(Beginning of The data)

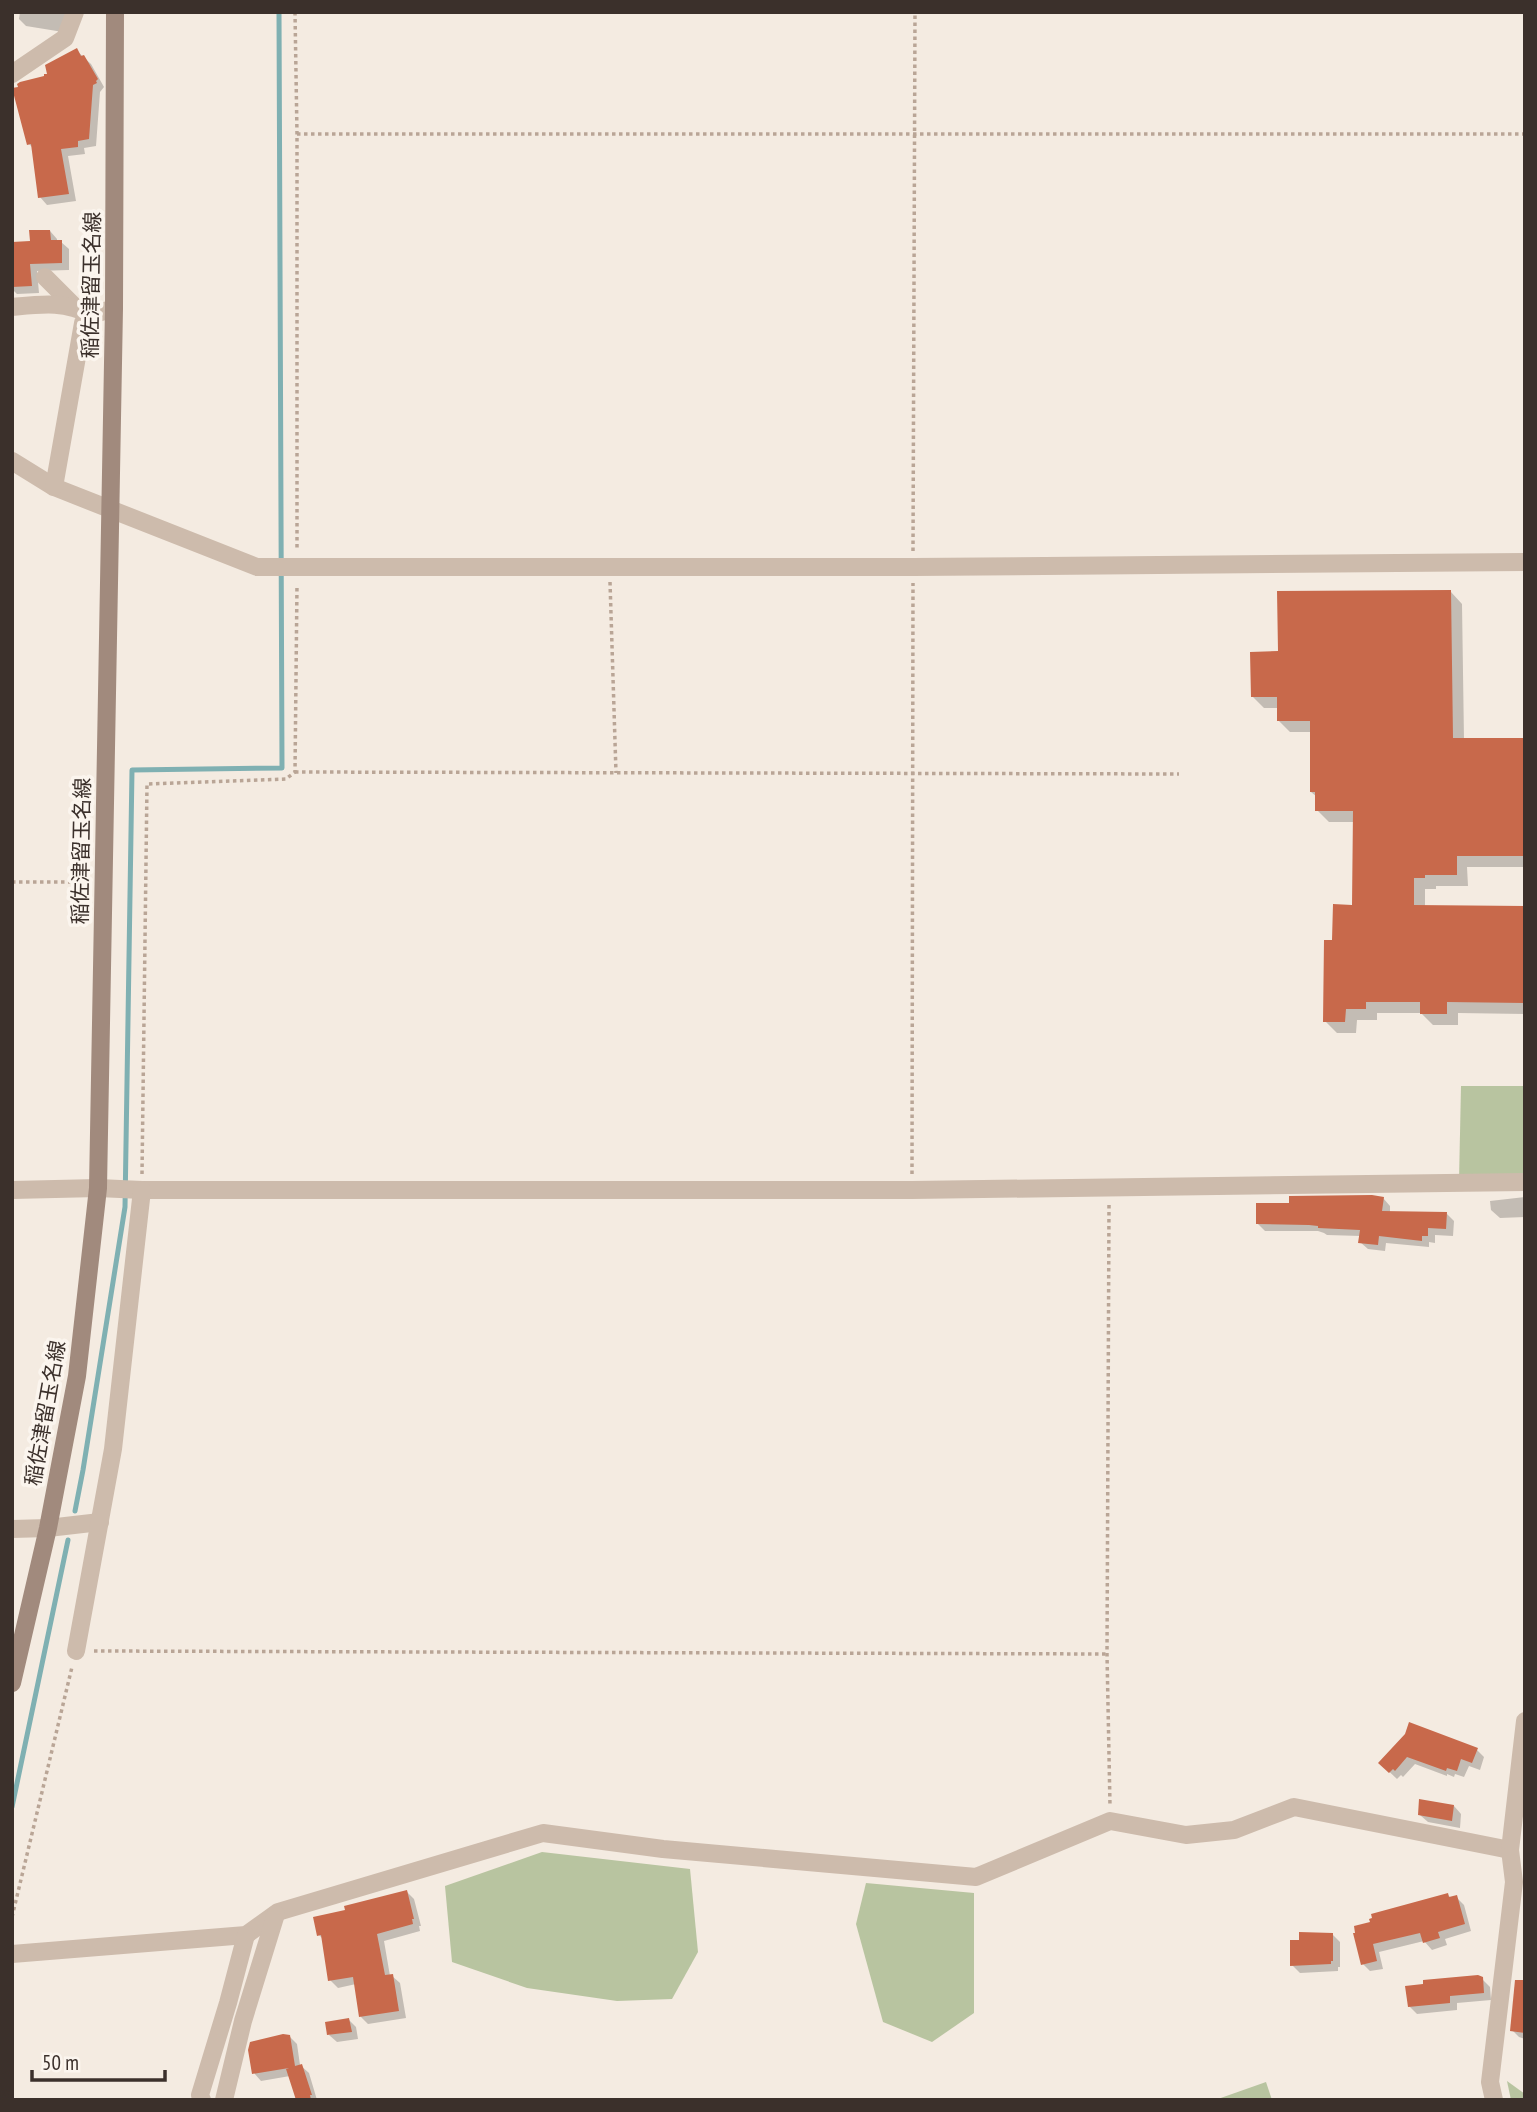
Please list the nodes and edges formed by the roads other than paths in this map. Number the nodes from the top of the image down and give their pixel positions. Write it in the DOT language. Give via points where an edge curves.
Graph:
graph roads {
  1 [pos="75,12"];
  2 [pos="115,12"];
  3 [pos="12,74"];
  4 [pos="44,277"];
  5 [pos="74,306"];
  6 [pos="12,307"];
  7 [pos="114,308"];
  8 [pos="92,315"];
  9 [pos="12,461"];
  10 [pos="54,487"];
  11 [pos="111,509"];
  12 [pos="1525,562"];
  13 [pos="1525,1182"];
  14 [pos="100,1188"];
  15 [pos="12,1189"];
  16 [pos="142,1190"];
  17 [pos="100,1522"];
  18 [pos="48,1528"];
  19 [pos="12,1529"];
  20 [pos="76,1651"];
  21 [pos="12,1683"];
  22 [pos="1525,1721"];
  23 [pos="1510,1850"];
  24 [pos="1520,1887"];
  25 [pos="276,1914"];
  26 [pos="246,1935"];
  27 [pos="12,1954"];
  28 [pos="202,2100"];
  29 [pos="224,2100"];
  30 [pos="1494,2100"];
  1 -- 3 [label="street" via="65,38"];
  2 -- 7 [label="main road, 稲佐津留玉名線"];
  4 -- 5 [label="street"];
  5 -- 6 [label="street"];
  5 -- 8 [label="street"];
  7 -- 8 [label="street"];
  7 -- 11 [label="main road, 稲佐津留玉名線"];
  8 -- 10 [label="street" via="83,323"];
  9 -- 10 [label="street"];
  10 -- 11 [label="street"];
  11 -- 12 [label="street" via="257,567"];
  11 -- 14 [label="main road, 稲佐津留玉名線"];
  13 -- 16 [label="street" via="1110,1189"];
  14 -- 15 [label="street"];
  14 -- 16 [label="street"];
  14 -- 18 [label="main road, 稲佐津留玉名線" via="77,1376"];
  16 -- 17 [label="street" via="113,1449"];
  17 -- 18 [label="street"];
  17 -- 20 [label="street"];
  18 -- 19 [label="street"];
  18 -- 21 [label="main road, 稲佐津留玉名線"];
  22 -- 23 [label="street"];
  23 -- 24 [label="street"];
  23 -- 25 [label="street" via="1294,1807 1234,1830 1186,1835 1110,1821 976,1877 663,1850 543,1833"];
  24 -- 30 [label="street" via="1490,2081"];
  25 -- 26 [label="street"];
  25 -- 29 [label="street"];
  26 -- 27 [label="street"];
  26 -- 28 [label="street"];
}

(End of The data)

» **Activity**
Without any pictures, retype the records above exactly.

» **Answer section**
Please list the nodes and edges formed by the roads other than paths in this map. Number the nodes from the top of the image down and give their pixel positions. Write it in the DOT language. Give via points where an edge curves.
Graph:
graph roads {
  1 [pos="75,12"];
  2 [pos="115,12"];
  3 [pos="12,74"];
  4 [pos="44,277"];
  5 [pos="74,306"];
  6 [pos="12,307"];
  7 [pos="114,308"];
  8 [pos="92,315"];
  9 [pos="12,461"];
  10 [pos="54,487"];
  11 [pos="111,509"];
  12 [pos="1525,562"];
  13 [pos="1525,1182"];
  14 [pos="100,1188"];
  15 [pos="12,1189"];
  16 [pos="142,1190"];
  17 [pos="100,1522"];
  18 [pos="48,1528"];
  19 [pos="12,1529"];
  20 [pos="76,1651"];
  21 [pos="12,1683"];
  22 [pos="1525,1721"];
  23 [pos="1510,1850"];
  24 [pos="1520,1887"];
  25 [pos="276,1914"];
  26 [pos="246,1935"];
  27 [pos="12,1954"];
  28 [pos="202,2100"];
  29 [pos="224,2100"];
  30 [pos="1494,2100"];
  1 -- 3 [label="street" via="65,38"];
  2 -- 7 [label="main road, 稲佐津留玉名線"];
  4 -- 5 [label="street"];
  5 -- 6 [label="street"];
  5 -- 8 [label="street"];
  7 -- 8 [label="street"];
  7 -- 11 [label="main road, 稲佐津留玉名線"];
  8 -- 10 [label="street" via="83,323"];
  9 -- 10 [label="street"];
  10 -- 11 [label="street"];
  11 -- 12 [label="street" via="257,567"];
  11 -- 14 [label="main road, 稲佐津留玉名線"];
  13 -- 16 [label="street" via="1110,1189"];
  14 -- 15 [label="street"];
  14 -- 16 [label="street"];
  14 -- 18 [label="main road, 稲佐津留玉名線" via="77,1376"];
  16 -- 17 [label="street" via="113,1449"];
  17 -- 18 [label="street"];
  17 -- 20 [label="street"];
  18 -- 19 [label="street"];
  18 -- 21 [label="main road, 稲佐津留玉名線"];
  22 -- 23 [label="street"];
  23 -- 24 [label="street"];
  23 -- 25 [label="street" via="1294,1807 1234,1830 1186,1835 1110,1821 976,1877 663,1850 543,1833"];
  24 -- 30 [label="street" via="1490,2081"];
  25 -- 26 [label="street"];
  25 -- 29 [label="street"];
  26 -- 27 [label="street"];
  26 -- 28 [label="street"];
}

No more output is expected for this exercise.